►

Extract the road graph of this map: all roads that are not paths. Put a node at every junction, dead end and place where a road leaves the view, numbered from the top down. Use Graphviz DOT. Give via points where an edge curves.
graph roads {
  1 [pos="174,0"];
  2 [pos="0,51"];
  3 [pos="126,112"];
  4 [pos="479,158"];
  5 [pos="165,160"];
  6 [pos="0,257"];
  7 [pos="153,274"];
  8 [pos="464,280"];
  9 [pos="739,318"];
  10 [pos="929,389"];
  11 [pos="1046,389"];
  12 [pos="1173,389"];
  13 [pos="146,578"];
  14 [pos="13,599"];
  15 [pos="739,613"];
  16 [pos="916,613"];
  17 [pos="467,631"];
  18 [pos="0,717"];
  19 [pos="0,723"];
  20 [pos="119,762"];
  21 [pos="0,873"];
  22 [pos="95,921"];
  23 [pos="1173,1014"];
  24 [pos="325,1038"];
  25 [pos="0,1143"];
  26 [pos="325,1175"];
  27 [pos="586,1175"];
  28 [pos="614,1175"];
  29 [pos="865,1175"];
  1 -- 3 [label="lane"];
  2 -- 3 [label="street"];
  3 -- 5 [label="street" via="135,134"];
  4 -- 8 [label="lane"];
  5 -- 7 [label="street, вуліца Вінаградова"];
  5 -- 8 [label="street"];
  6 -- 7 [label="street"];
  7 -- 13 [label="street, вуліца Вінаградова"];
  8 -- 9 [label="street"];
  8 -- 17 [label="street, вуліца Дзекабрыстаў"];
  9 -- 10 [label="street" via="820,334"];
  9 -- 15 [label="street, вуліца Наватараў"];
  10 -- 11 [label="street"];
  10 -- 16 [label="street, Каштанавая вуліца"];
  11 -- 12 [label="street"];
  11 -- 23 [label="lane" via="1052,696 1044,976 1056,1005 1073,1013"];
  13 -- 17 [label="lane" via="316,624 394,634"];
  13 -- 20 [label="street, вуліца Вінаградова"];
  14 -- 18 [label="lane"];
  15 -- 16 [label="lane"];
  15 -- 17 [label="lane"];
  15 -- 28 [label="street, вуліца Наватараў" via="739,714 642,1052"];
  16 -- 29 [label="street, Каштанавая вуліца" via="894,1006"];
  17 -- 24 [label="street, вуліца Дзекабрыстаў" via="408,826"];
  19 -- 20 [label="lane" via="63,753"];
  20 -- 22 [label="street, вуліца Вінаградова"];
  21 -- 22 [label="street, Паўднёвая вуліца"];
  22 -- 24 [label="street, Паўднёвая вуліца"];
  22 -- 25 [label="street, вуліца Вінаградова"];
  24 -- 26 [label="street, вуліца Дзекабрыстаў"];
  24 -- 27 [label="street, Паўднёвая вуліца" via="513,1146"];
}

◄

▸ EXERCISE OBJECTIVE
The full listing above needs to be given again exactly.

▸ RESULT BELOW
Extract the road graph of this map: all roads that are not paths. Put a node at every junction, dead end and place where a road leaves the view, numbered from the top down. Use Graphviz DOT. Give via points where an edge curves.
graph roads {
  1 [pos="174,0"];
  2 [pos="0,51"];
  3 [pos="126,112"];
  4 [pos="479,158"];
  5 [pos="165,160"];
  6 [pos="0,257"];
  7 [pos="153,274"];
  8 [pos="464,280"];
  9 [pos="739,318"];
  10 [pos="929,389"];
  11 [pos="1046,389"];
  12 [pos="1173,389"];
  13 [pos="146,578"];
  14 [pos="13,599"];
  15 [pos="739,613"];
  16 [pos="916,613"];
  17 [pos="467,631"];
  18 [pos="0,717"];
  19 [pos="0,723"];
  20 [pos="119,762"];
  21 [pos="0,873"];
  22 [pos="95,921"];
  23 [pos="1173,1014"];
  24 [pos="325,1038"];
  25 [pos="0,1143"];
  26 [pos="325,1175"];
  27 [pos="586,1175"];
  28 [pos="614,1175"];
  29 [pos="865,1175"];
  1 -- 3 [label="lane"];
  2 -- 3 [label="street"];
  3 -- 5 [label="street" via="135,134"];
  4 -- 8 [label="lane"];
  5 -- 7 [label="street, вуліца Вінаградова"];
  5 -- 8 [label="street"];
  6 -- 7 [label="street"];
  7 -- 13 [label="street, вуліца Вінаградова"];
  8 -- 9 [label="street"];
  8 -- 17 [label="street, вуліца Дзекабрыстаў"];
  9 -- 10 [label="street" via="820,334"];
  9 -- 15 [label="street, вуліца Наватараў"];
  10 -- 11 [label="street"];
  10 -- 16 [label="street, Каштанавая вуліца"];
  11 -- 12 [label="street"];
  11 -- 23 [label="lane" via="1052,696 1044,976 1056,1005 1073,1013"];
  13 -- 17 [label="lane" via="316,624 394,634"];
  13 -- 20 [label="street, вуліца Вінаградова"];
  14 -- 18 [label="lane"];
  15 -- 16 [label="lane"];
  15 -- 17 [label="lane"];
  15 -- 28 [label="street, вуліца Наватараў" via="739,714 642,1052"];
  16 -- 29 [label="street, Каштанавая вуліца" via="894,1006"];
  17 -- 24 [label="street, вуліца Дзекабрыстаў" via="408,826"];
  19 -- 20 [label="lane" via="63,753"];
  20 -- 22 [label="street, вуліца Вінаградова"];
  21 -- 22 [label="street, Паўднёвая вуліца"];
  22 -- 24 [label="street, Паўднёвая вуліца"];
  22 -- 25 [label="street, вуліца Вінаградова"];
  24 -- 26 [label="street, вуліца Дзекабрыстаў"];
  24 -- 27 [label="street, Паўднёвая вуліца" via="513,1146"];
}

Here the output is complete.